──────── GIVEN ENTRIES ────────
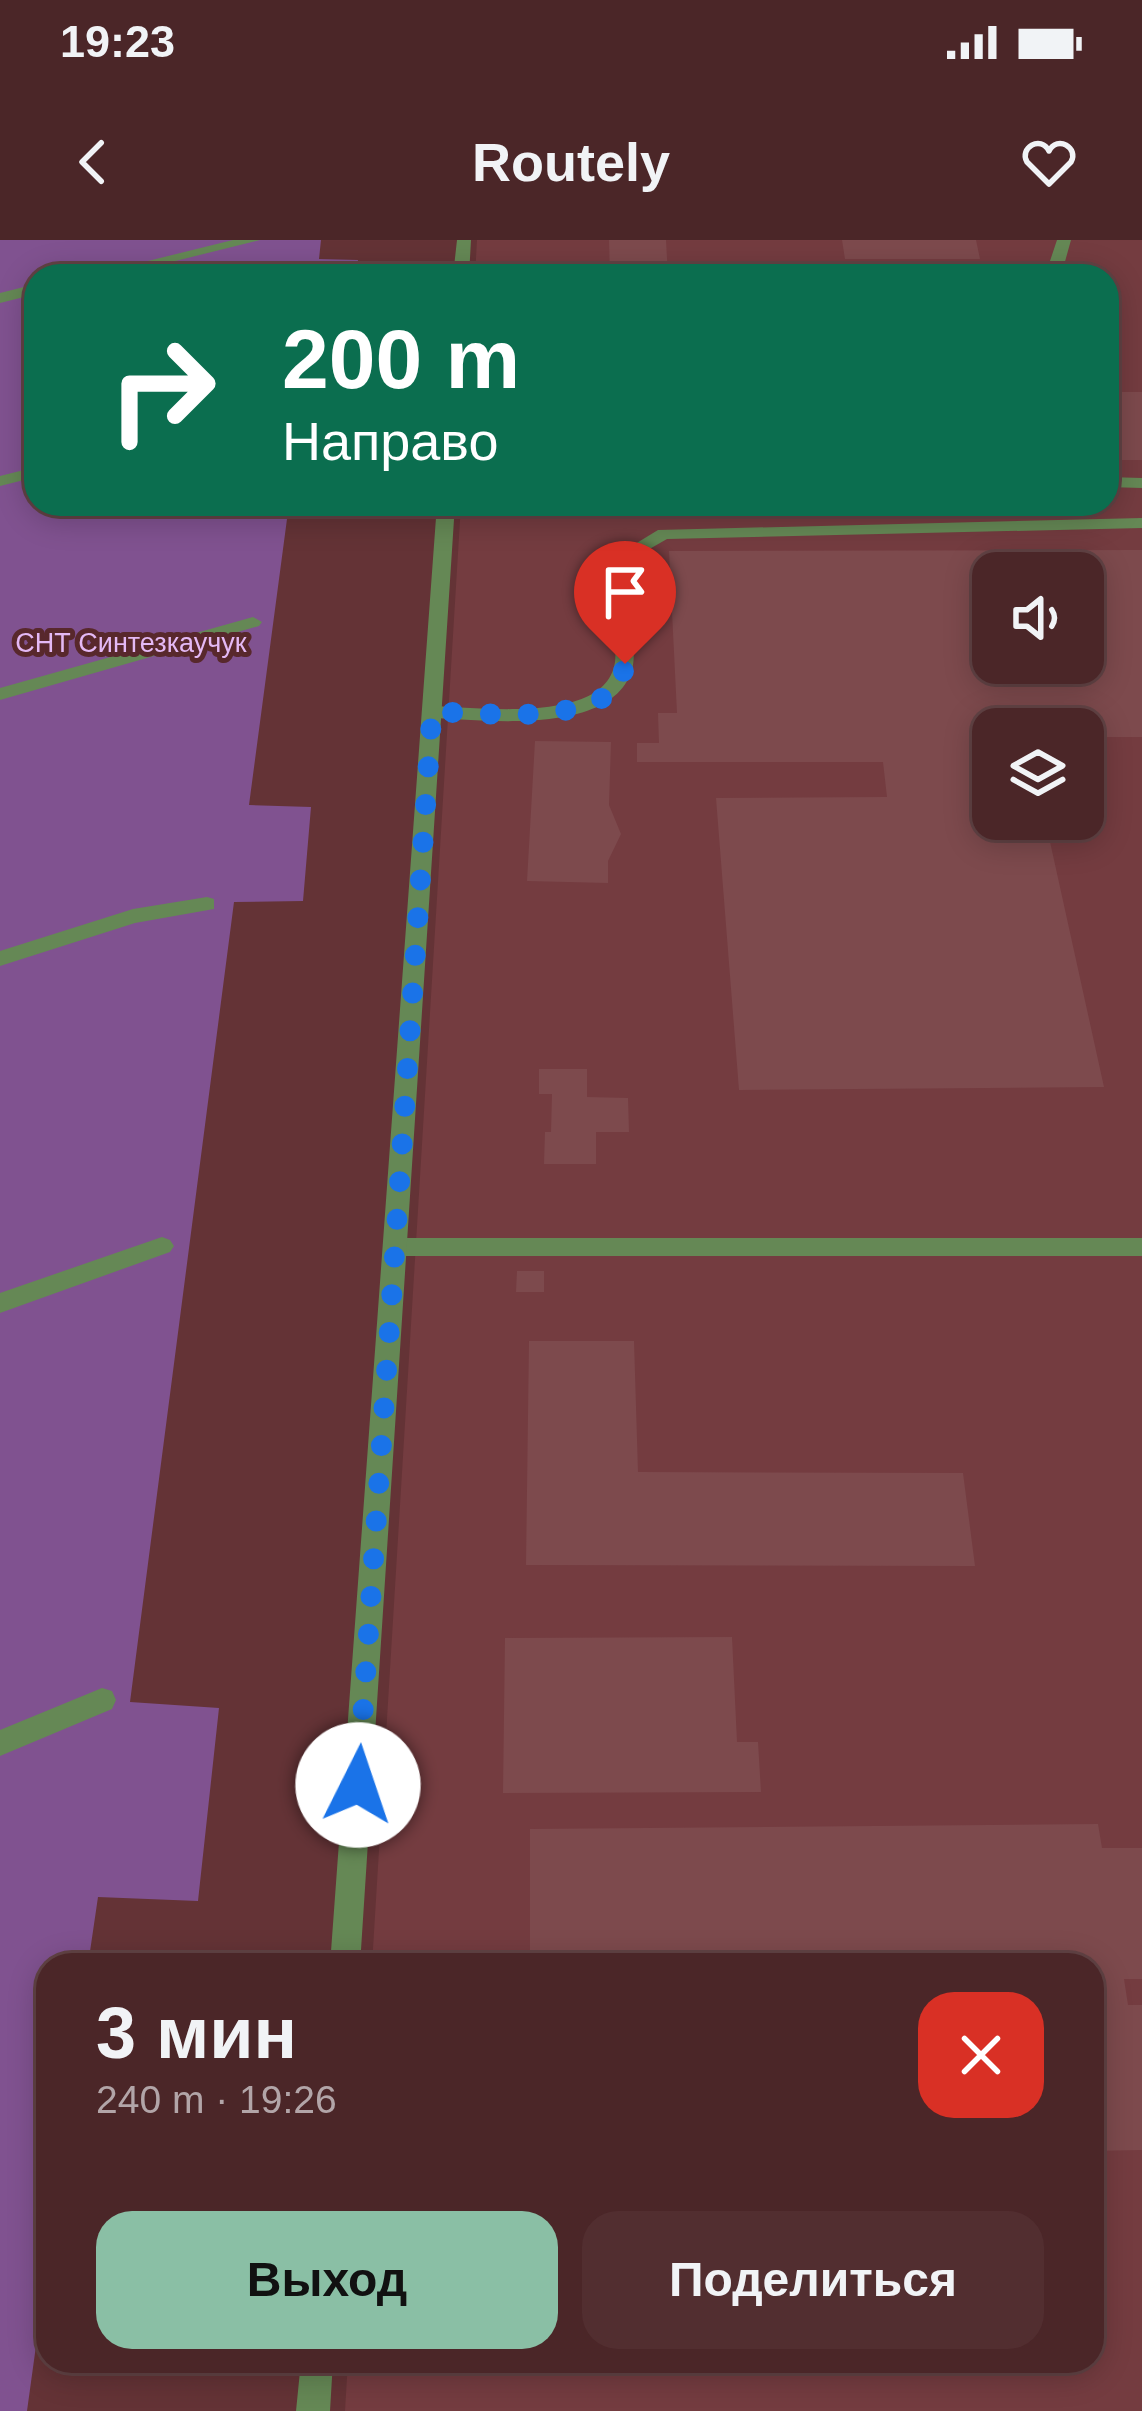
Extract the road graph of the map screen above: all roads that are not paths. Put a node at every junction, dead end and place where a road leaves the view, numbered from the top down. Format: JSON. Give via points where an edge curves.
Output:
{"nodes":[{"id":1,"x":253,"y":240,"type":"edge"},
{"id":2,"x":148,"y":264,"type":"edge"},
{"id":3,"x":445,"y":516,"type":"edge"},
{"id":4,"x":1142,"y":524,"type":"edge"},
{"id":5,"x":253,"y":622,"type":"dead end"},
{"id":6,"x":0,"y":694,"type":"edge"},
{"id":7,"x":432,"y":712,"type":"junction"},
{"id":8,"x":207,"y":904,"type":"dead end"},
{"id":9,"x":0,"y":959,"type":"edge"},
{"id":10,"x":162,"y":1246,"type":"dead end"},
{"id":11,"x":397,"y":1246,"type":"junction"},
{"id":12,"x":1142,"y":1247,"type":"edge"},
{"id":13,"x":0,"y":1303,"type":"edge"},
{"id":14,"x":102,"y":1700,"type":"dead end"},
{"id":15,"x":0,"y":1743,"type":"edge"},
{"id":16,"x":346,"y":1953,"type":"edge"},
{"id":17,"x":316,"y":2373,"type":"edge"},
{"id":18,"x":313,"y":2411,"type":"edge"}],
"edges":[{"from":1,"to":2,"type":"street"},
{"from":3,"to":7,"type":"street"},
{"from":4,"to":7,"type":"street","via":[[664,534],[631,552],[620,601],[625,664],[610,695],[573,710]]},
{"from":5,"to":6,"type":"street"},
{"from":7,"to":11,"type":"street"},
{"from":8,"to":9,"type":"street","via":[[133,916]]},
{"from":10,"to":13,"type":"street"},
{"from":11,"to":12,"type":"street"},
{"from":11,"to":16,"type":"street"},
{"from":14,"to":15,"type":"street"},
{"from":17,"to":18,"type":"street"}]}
────────
──────── GIVEN ENTRIES ────────
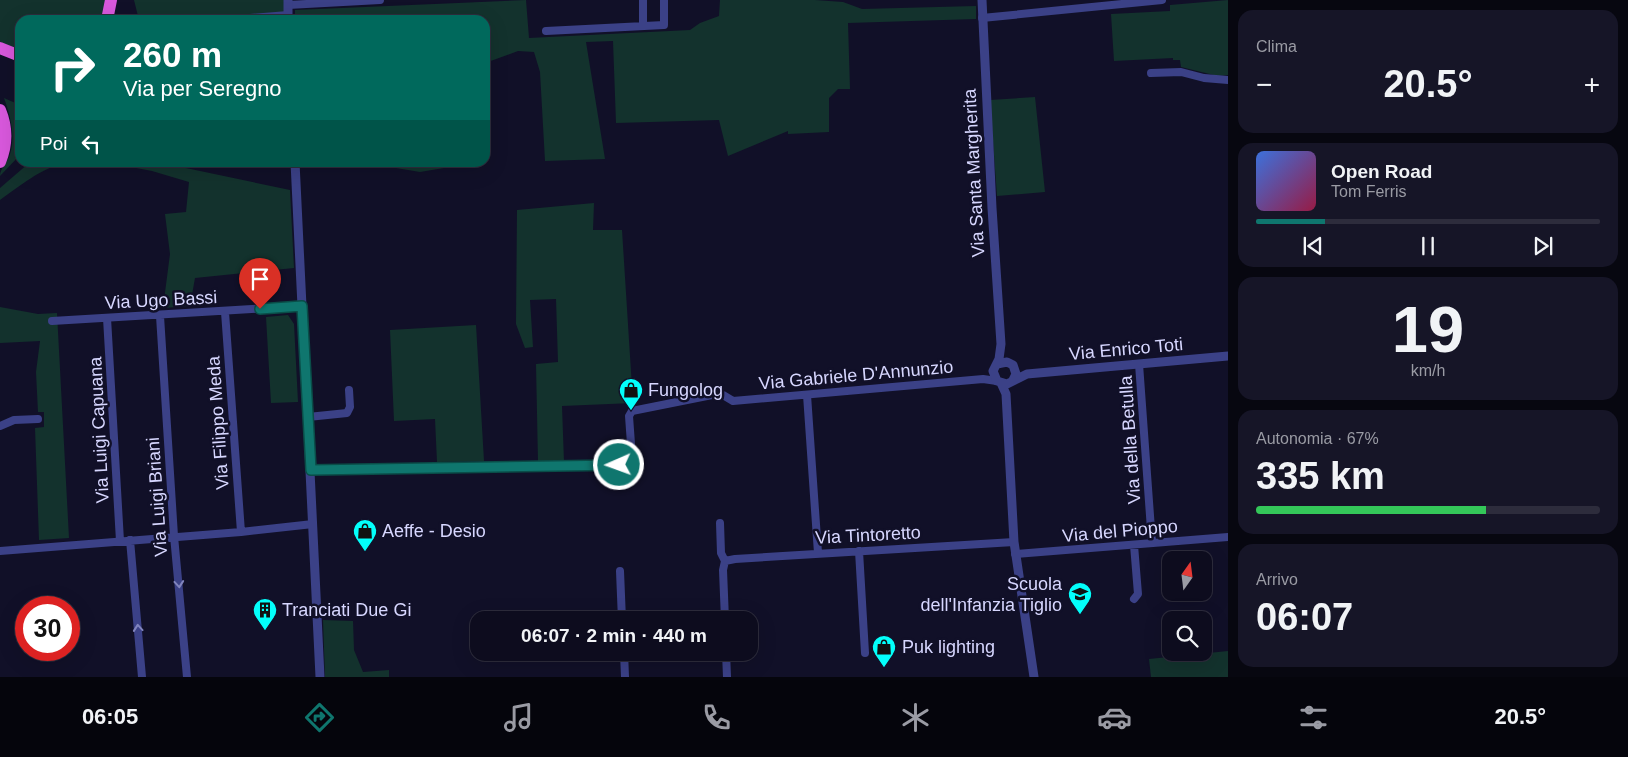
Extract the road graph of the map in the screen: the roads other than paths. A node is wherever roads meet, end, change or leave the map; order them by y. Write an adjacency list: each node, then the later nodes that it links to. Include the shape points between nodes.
────────
──────── GIVEN ENTRIES ────────
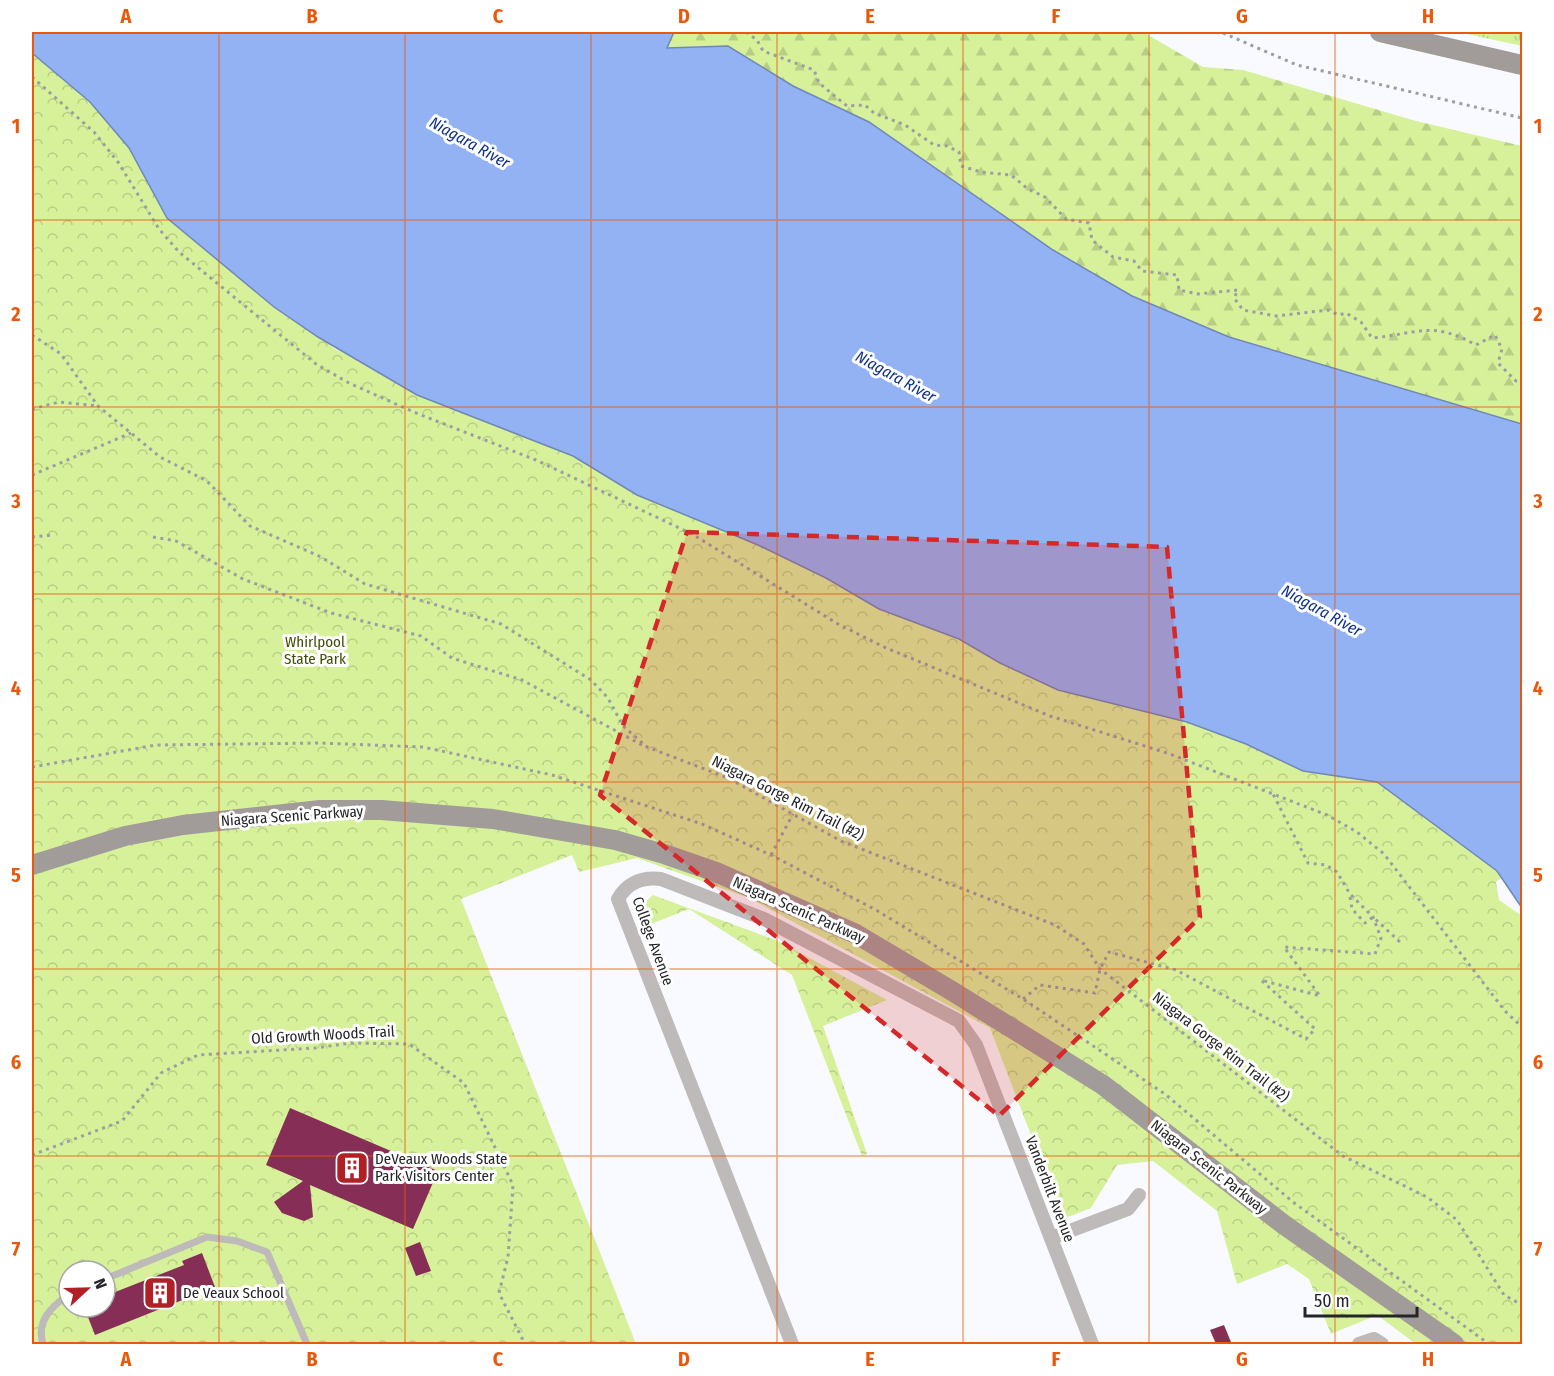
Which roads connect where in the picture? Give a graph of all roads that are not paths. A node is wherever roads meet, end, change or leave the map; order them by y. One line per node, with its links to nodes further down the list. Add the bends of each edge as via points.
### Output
────────
• AIM OF THE EXERCISE:
Write out every line in the data that holds the string "screen".

• EXERCISE RESULT:
Extract the road graph of the map screen above: all roads that are not paths. Put a node at every junction, dead end and place where a road leaves the view, numbered from the top down. Format: JSON. Give via points where an edge curves.
Extract the road graph of the map in the screen: the roads other than paths. A node is wherever roads meet, end, change or leave the map; order them by y. Write an adjacency list: each node, then the later nodes that it links to. Include the shape points between nodes.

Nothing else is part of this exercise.